Meta filed a motion with the U.S. District for the District of Northern California in November seeking dismissal of the amended complaint after district Judge William Orrick earlier trimmed the scope of plaintiff allegations (see: Judge Gives Green Light to Meta Pixel Web Tracker Lawsuit).
Orrick on Wednesday heard arguments from attorneys on both sides of the case. At the onset of the hearing, Orrick said he would likely dismiss the claims in the plaintiffs lawsuit stemming from California statute protecting consumers from competition and unfair or deceptive acts, but that his inclination is to deny the rest of Meta’s motion to dismiss.
Among the arguments posed by Lauren Goldman, an attorney representing Meta, was that the plaintiffs’ amended complaint failed to provide specific examples of the patient information that was transmitted to the company that did not involve information that any public web browsing might communication might provide.
“Seems to me that the privacy claims are plausible because the plaintiffs and the healthcare provider have a privileged relationship,” Orrick responded. “So, the searches on their sites are not random public searches.”
He also said other injury claims by the plaintiffs seem plausible, including allegations involving California’s anti-hacking law as well as certain trespass allegations.
Orrick said he hoped to issue an order soon.
In his ruling last September, Orrick granted Meta’s motion to dismiss several of the plaintiffs’ original claims, including negligence per se and allegations of various privacy law violations, but allowed the case to move forward on other claims, including one that alleges that Meta violated state and federal wiretap allegations by intentionally intercepting the contents of plaintiffs’ electronic communications using a device.
The plaintiffs took up the judge’s offer for an opportunity to file an amended complaint within 20 days to potentially strengthen those allegations.
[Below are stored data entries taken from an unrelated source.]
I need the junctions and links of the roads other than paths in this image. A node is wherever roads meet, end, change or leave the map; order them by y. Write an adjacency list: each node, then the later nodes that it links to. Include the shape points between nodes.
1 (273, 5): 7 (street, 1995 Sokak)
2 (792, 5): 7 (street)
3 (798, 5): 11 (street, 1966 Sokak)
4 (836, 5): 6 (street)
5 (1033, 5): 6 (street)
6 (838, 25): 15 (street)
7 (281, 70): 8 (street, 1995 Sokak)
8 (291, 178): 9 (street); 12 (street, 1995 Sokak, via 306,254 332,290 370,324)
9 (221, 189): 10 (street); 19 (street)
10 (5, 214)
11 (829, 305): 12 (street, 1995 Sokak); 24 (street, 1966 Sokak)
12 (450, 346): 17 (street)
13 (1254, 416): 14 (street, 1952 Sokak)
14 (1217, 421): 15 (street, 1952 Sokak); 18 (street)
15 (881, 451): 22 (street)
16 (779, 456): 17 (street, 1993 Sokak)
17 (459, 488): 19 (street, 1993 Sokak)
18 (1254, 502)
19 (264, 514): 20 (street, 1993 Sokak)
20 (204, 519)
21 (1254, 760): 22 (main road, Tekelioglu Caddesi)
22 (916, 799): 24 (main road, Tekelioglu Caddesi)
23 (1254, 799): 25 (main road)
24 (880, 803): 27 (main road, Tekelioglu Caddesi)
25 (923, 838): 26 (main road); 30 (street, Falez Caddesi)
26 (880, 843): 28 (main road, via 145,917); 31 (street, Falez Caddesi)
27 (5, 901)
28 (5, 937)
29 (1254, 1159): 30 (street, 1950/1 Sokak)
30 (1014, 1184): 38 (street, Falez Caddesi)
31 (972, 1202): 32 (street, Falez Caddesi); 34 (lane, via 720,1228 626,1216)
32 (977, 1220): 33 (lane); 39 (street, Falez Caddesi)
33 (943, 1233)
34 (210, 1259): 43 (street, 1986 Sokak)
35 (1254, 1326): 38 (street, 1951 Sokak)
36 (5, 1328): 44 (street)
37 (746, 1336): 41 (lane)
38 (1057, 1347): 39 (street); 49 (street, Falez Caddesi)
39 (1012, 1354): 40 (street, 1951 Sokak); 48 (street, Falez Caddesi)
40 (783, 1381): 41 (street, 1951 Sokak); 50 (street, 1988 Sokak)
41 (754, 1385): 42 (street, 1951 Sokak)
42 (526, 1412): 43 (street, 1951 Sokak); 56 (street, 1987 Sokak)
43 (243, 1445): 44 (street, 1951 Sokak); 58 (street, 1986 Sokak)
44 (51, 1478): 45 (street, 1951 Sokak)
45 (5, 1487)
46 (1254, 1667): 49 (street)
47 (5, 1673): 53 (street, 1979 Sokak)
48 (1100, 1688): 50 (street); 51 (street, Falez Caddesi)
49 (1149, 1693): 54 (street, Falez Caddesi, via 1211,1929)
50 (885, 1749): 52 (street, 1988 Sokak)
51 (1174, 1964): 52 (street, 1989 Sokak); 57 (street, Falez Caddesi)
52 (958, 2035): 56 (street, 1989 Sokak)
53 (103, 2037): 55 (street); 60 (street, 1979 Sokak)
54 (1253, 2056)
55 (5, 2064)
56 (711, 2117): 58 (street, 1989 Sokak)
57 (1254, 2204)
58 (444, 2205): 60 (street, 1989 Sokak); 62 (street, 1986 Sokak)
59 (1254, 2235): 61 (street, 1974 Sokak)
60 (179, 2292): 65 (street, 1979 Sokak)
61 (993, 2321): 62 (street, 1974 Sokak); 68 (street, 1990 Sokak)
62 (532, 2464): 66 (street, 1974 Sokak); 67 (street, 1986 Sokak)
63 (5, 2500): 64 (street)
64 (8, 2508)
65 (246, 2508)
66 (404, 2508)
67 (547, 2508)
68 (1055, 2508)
In its motion to dismiss, Meta argued that the plaintiff’s amended complaint does not strengthen its allegations. The social media giant maintains that plaintiffs allege only information “about their browsing through websites providing healthcare information to the public at large” was received by Meta, based on the URLs to which the plaintiffs’ amended complaint links about the communication.
“Plaintiffs fail to allege that Meta any ‘communication’ beyond public pages that anyone – where they are a patient or not – can browse,” Meta said in its motion to dismiss the amended complaint.
Because plaintiffs did not identify the specific personal information disclosed, “Plaintiffs’ web-browsing information does not satisfy that basic standard, let alone the higher standard to state a claim for intrusion upon seclusion or invasion of privacy,” Meta argued.
Complex Case
The first case in the Meta Pixel dispute was filed on June 17, 2022 by plaintiffs alleging that healthcare providers sent Meta their sensitive health information through Meta’s Pixel tool, which the healthcare providers allegedly configured on their websites.
On Oct. 12, 2022, the court consolidated the first case with three other related cases into a consolidated lawsuit. To date, claims against Meta from seventeen cases have been consolidated into this action, Meta said in its motion to dismiss.
Orrick said he was also inclined to deny Meta’s motion to combine into the consolidated lawsuit claims against the company that are made in a separate related lawsuit that was filed against telehealth provider Hey Favor, Meta, Tik Tok and several other companies also involving privacy issues related to the use of Pixel and collection tools in Meta’s software developers kit.
Orrick said that he would forge ahead with his earlier decision to keep the claims against Meta in the Hey Favor case forging ahead separately.